Kimin kime kızdığı...
Kimin kimi çimdiklediği... Hep "o" başlatmıştır tartışmayı...
"Bunu kim böyle yaptı?" diye bağırarak işe başlayınca anne, doğal olarak da suçluyu (!) asla tayin edemez... Çünkü hep "O başlattı anne... Ben hiçbir şey yapmadım..." cevabını alır çocuklarından.
...
Ayyy ne gürültü!..
...
Gürültü mü?..
Şimdi biz bütün bu olanları sadece "gürültü" olarak mı değerlendireceğiz?
Eğer başlangıçta anlatılanların "gürültü" olduğunu düşünüyorsanız lütfen bu yazıyı çok ama çok dikkatli okuyun...
...
Yukarıdakine benzer sayısız cümle duyuyorum ailelerden. Bıkmış, usanmış, çocuklarının gürültüsünden ne yapacağını şaşırmış birçok aile...

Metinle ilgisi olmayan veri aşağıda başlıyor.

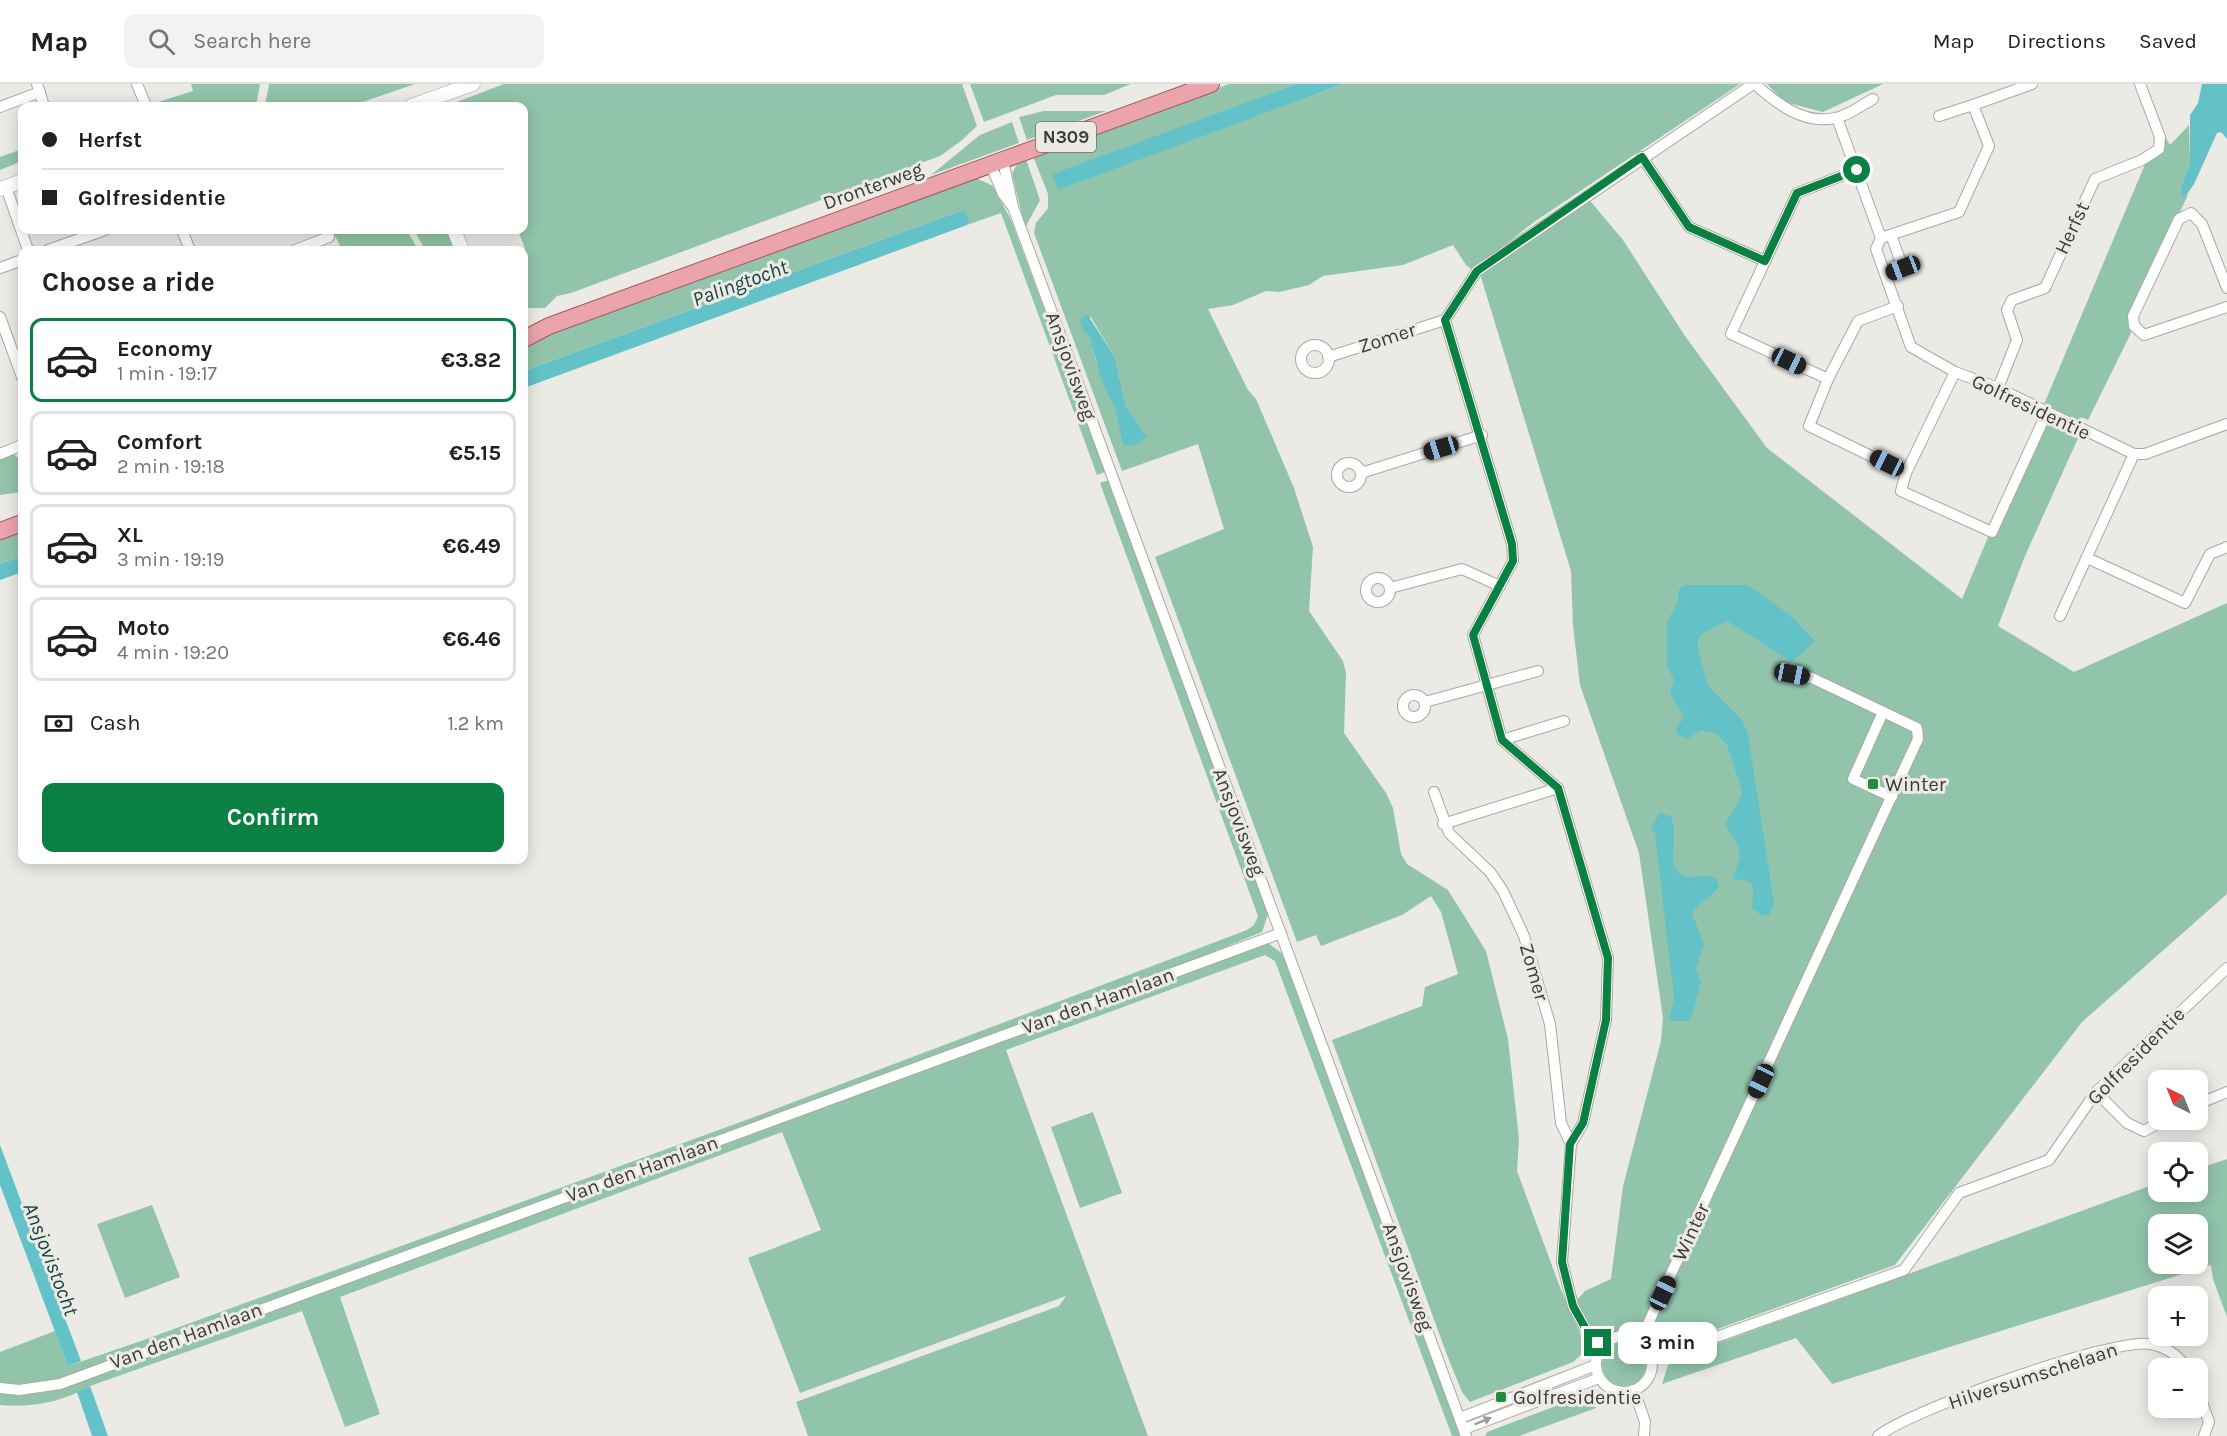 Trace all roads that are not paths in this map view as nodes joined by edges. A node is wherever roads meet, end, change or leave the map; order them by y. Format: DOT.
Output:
graph roads {
  1 [pos="137,84"];
  2 [pos="473,84"];
  3 [pos="1211,84"];
  4 [pos="1754,84"];
  5 [pos="2032,84"];
  6 [pos="2140,84"];
  7 [pos="38,88"];
  8 [pos="1873,99"];
  9 [pos="144,102"];
  10 [pos="422,102"];
  11 [pos="1973,105"];
  12 [pos="0,107"];
  13 [pos="1939,116"];
  14 [pos="1837,118"];
  15 [pos="1642,157"];
  16 [pos="997,163"];
  17 [pos="1857,170"];
  18 [pos="18,182"];
  19 [pos="3,188"];
  20 [pos="18,225"];
  21 [pos="98,234"];
  22 [pos="329,237"];
  23 [pos="1886,237"];
  24 [pos="75,246"];
  25 [pos="305,246"];
  26 [pos="18,261"];
  27 [pos="1765,261"];
  28 [pos="0,268"];
  29 [pos="1886,274"];
  30 [pos="2227,288"];
  31 [pos="1898,306"];
  32 [pos="2227,308"];
  33 [pos="0,317"];
  34 [pos="1445,320"];
  35 [pos="549,326"];
  36 [pos="528,328"];
  37 [pos="528,337"];
  38 [pos="1328,357"];
  39 [pos="18,366"];
  40 [pos="1956,372"];
  41 [pos="1828,380"];
  42 [pos="1998,388"];
  43 [pos="2047,412"];
  44 [pos="2227,424"];
  45 [pos="1482,435"];
  46 [pos="18,447"];
  47 [pos="0,454"];
  48 [pos="2134,454"];
  49 [pos="1361,473"];
  50 [pos="1906,473"];
  51 [pos="18,524"];
  52 [pos="0,531"];
  53 [pos="2227,547"];
  54 [pos="2087,558"];
  55 [pos="1500,586"];
  56 [pos="1390,588"];
  57 [pos="2060,616"];
  58 [pos="1538,670"];
  59 [pos="1792,674"];
  60 [pos="1486,687"];
  61 [pos="1425,702"];
  62 [pos="1882,712"];
  63 [pos="1564,721"];
  64 [pos="1502,740"];
  65 [pos="1558,788"];
  66 [pos="1434,792"];
  67 [pos="1892,797"];
  68 [pos="1443,824"];
  69 [pos="1281,933"];
  70 [pos="2227,968"];
  71 [pos="2096,1092"];
  72 [pos="2227,1092"];
  73 [pos="2208,1100"];
  74 [pos="2148,1129"];
  75 [pos="1570,1144"];
  76 [pos="1640,1341"];
  77 [pos="1602,1346"];
  78 [pos="2176,1358"];
  79 [pos="1652,1360"];
  80 [pos="1596,1365"];
  81 [pos="1599,1378"];
  82 [pos="0,1388"];
  83 [pos="1634,1390"];
  84 [pos="2208,1418"];
  85 [pos="1463,1427"];
  86 [pos="1644,1436"];
  87 [pos="1878,1436"];
  88 [pos="2204,1436"];
  1 -- 9 [label="street"];
  2 -- 10 [label="street"];
  3 -- 16 [label="main road, Dronterweg / N309"];
  4 -- 14 [label="street"];
  4 -- 15 [label="street"];
  5 -- 11 [label="street"];
  6 -- 42 [label="street, Herfst"];
  7 -- 12 [label="street"];
  8 -- 14 [label="street"];
  11 -- 13 [label="street"];
  11 -- 23 [label="street"];
  14 -- 17 [label="street, Golfresidentie"];
  15 -- 27 [label="street"];
  15 -- 34 [label="street"];
  16 -- 35 [label="main road, Dronterweg / N309"];
  16 -- 69 [label="street, Ansjovisweg"];
  17 -- 23 [label="street, Golfresidentie"];
  17 -- 27 [label="street"];
  18 -- 19 [label="street"];
  19 -- 20 [label="street"];
  21 -- 24 [label="street"];
  22 -- 25 [label="street"];
  23 -- 29 [label="street, Golfresidentie"];
  23 -- 29 [label="street, Golfresidentie"];
  26 -- 28 [label="street"];
  27 -- 41 [label="street"];
  29 -- 31 [label="street, Golfresidentie"];
  30 -- 32 [label="street"];
  31 -- 40 [label="street, Golfresidentie"];
  31 -- 41 [label="street"];
  33 -- 39 [label="street"];
  34 -- 38 [label="street, Zomer"];
  34 -- 45 [label="street"];
  35 -- 36 [label="main road, Dronterweg / N309"];
  35 -- 37 [label="main road, Dronterweg / N309"];
  40 -- 42 [label="street, Golfresidentie"];
  40 -- 50 [label="street"];
  41 -- 50 [label="street"];
  42 -- 43 [label="street, Golfresidentie"];
  43 -- 48 [label="street, Golfresidentie"];
  43 -- 50 [label="street"];
  44 -- 48 [label="street"];
  45 -- 49 [label="street"];
  45 -- 55 [label="street"];
  46 -- 47 [label="street"];
  48 -- 54 [label="street"];
  51 -- 52 [label="main road"];
  53 -- 54 [label="street"];
  54 -- 57 [label="street"];
  55 -- 56 [label="street"];
  55 -- 60 [label="street"];
  58 -- 60 [label="street"];
  59 -- 62 [label="street, Winter"];
  60 -- 61 [label="street"];
  60 -- 64 [label="street"];
  62 -- 67 [label="street, Winter"];
  62 -- 67 [label="street"];
  63 -- 64 [label="street"];
  64 -- 65 [label="street"];
  65 -- 68 [label="street"];
  65 -- 75 [label="street"];
  66 -- 68 [label="street, Zomer"];
  67 -- 76 [label="street, Winter"];
  68 -- 75 [label="street, Zomer"];
  69 -- 82 [label="street, Van den Hamlaan"];
  69 -- 85 [label="street, Ansjovisweg"];
  70 -- 71 [label="street, Golfresidentie"];
  71 -- 74 [label="street"];
  71 -- 79 [label="street, Golfresidentie"];
  72 -- 73 [label="street"];
  75 -- 77 [label="street"];
  76 -- 77 [label="street"];
  76 -- 79 [label="street"];
  77 -- 80 [label="street"];
  78 -- 87 [label="street, Hilversumschelaan"];
  79 -- 83 [label="street"];
  80 -- 81 [label="street"];
  80 -- 85 [label="street"];
  81 -- 83 [label="street"];
  85 -- 81 [label="street, one-way"];
  83 -- 86 [label="street"];
  84 -- 88 [label="street"];
}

Bu ve benzeri şikâyetleri olan ailelerle bir araya gelince; çok sevdiğim ve fikirlerini kendime yakın hissettiğim sevgili Talat Parman'ın "Aile Gürültüdür" başlıklı yazısı aklıma geliyor hep...
...
Aile gürültüdür!..
Doğal seslere çağrışım yapan "gür" kökünden türetilen gürültü, çıkış tanımından da anlaşılacağı üzere insandan gelen, doğal seslere işaret ettiği gibi, şiddeti de çağrıştırmaktadır.
Gürültü doğallıksa, doğal seslere işaret ettiği anlaşılmışsa -ki tam olarak böyle anlaşılmalıdır- gürültünün, ailesel anlaşım anlarının olmazsa olmaz koşullarından birisi olduğunun da anlaşılması gerekir.
Ailesel anlaşım anları ne demek?
Ailenin, ailenin tüm bireylerinin birlikte yaşadığı, paylaştığı özel anlardır.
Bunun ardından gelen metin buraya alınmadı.